New Studies on Transit Tax-Free Benefit Changes, Debunking the CRS’s Growth Study, and Fiscal Cliff Details
January 8, 2013
Be sure to check out some of our new research released so far this month:
- Income Tax Code No Longer Favors Parking over Transit… For Now: Employees can deduct transportation commuting expenses from their taxes, and the fiscal cliff deal restores parity between parking ($240 per month) and transit ($240 per month, up from $125 per month). However, this parity provision is temporary, and more strangely, retroactive to 2012. Review the details and learn how the retroactive portion might be implemented.
- CRS Study on Tax Rates and Growth Still Flunks the Test: A Congressional Research Service (CRS) paper purports to determine the link (or lack thereof) between changes in the top marginal tax rates on income and capital gains and the growth rate of the economy. Unfortunately, the method used to determine the relationship depends mainly on timing, looking to see if a change in the growth rate of the economy coincides with or follows soon after a rise or fall in the tax rates. The study makes no effort to determine the channels through which the tax changes ought to work to affect the economy, looks at the wrong measure of progress over the wrong time frame, and takes inadequate account of what other tax or economic events are occurring at the same time that might mask the results.

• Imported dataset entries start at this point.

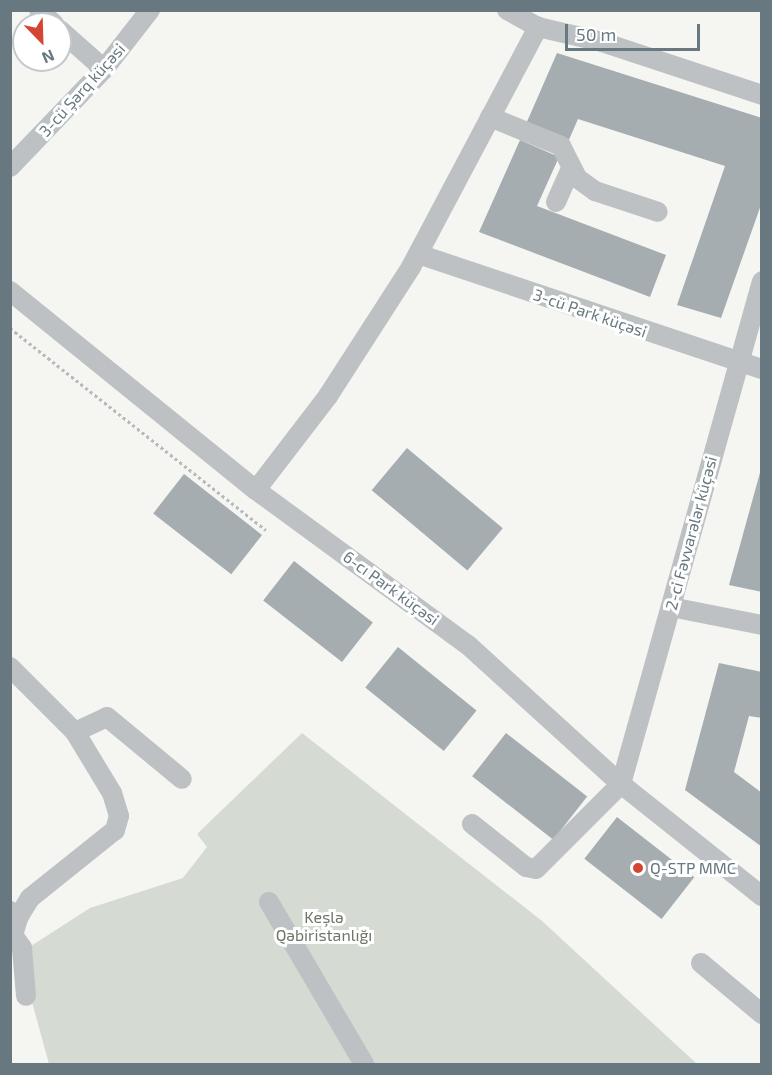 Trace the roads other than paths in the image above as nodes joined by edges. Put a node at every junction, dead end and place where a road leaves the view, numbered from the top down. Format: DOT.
graph roads {
  1 [pos="150,10"];
  2 [pos="507,10"];
  3 [pos="538,27"];
  4 [pos="72,41"];
  5 [pos="104,69"];
  6 [pos="762,95"];
  7 [pos="490,117"];
  8 [pos="10,167"];
  9 [pos="570,170"];
  10 [pos="556,202"];
  11 [pos="658,212"];
  12 [pos="418,254"];
  13 [pos="762,281"];
  14 [pos="10,291"];
  15 [pos="737,364"];
  16 [pos="762,369"];
  17 [pos="256,490"];
  18 [pos="671,607"];
  19 [pos="762,625"];
  20 [pos="10,667"];
  21 [pos="75,732"];
  22 [pos="182,779"];
  23 [pos="621,784"];
  24 [pos="472,824"];
  25 [pos="762,896"];
  26 [pos="269,903"];
  27 [pos="13,926"];
  28 [pos="701,963"];
  29 [pos="26,996"];
  30 [pos="762,1014"];
  31 [pos="364,1065"];
  1 -- 5 [label="street, 3-cü Şərq küçəsi"];
  2 -- 3 [label="street"];
  3 -- 6 [label="street"];
  3 -- 7 [label="street"];
  4 -- 5 [label="street"];
  5 -- 8 [label="street, 3-cü Şərq küçəsi"];
  7 -- 9 [label="street"];
  7 -- 12 [label="street"];
  9 -- 10 [label="street"];
  9 -- 11 [label="street"];
  12 -- 15 [label="street, 3-cü Park küçəsi"];
  12 -- 17 [label="street"];
  13 -- 15 [label="street, 2-ci Fəvvarələr küçəsi"];
  14 -- 17 [label="street, 6-cı Park küçəsi"];
  15 -- 16 [label="street, 3-cü Park küçəsi"];
  15 -- 18 [label="street, 2-ci Fəvvarələr küçəsi"];
  17 -- 23 [label="street, 6-cı Park küçəsi"];
  18 -- 19 [label="street"];
  18 -- 23 [label="street, 2-ci Fəvvarələr küçəsi"];
  20 -- 21 [label="street"];
  21 -- 22 [label="street"];
  21 -- 27 [label="street"];
  23 -- 24 [label="street"];
  23 -- 25 [label="street, 6-cı Park küçəsi"];
  26 -- 31 [label="street"];
  27 -- 29 [label="street"];
  28 -- 30 [label="street"];
}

- Details of the Fiscal Cliff Tax Deal: You may not have read the 157-page tax bill passed by Congress on January 1, but we have. Learn about the bill's provisions and how tax rates will change. (Hint: not just those who make more than $400,000/year will be paying higher taxes.)
- Interactive Tax Calculator Updated with Fiscal Cliff Deal: Use our tax calculator to see how your tax bill will change.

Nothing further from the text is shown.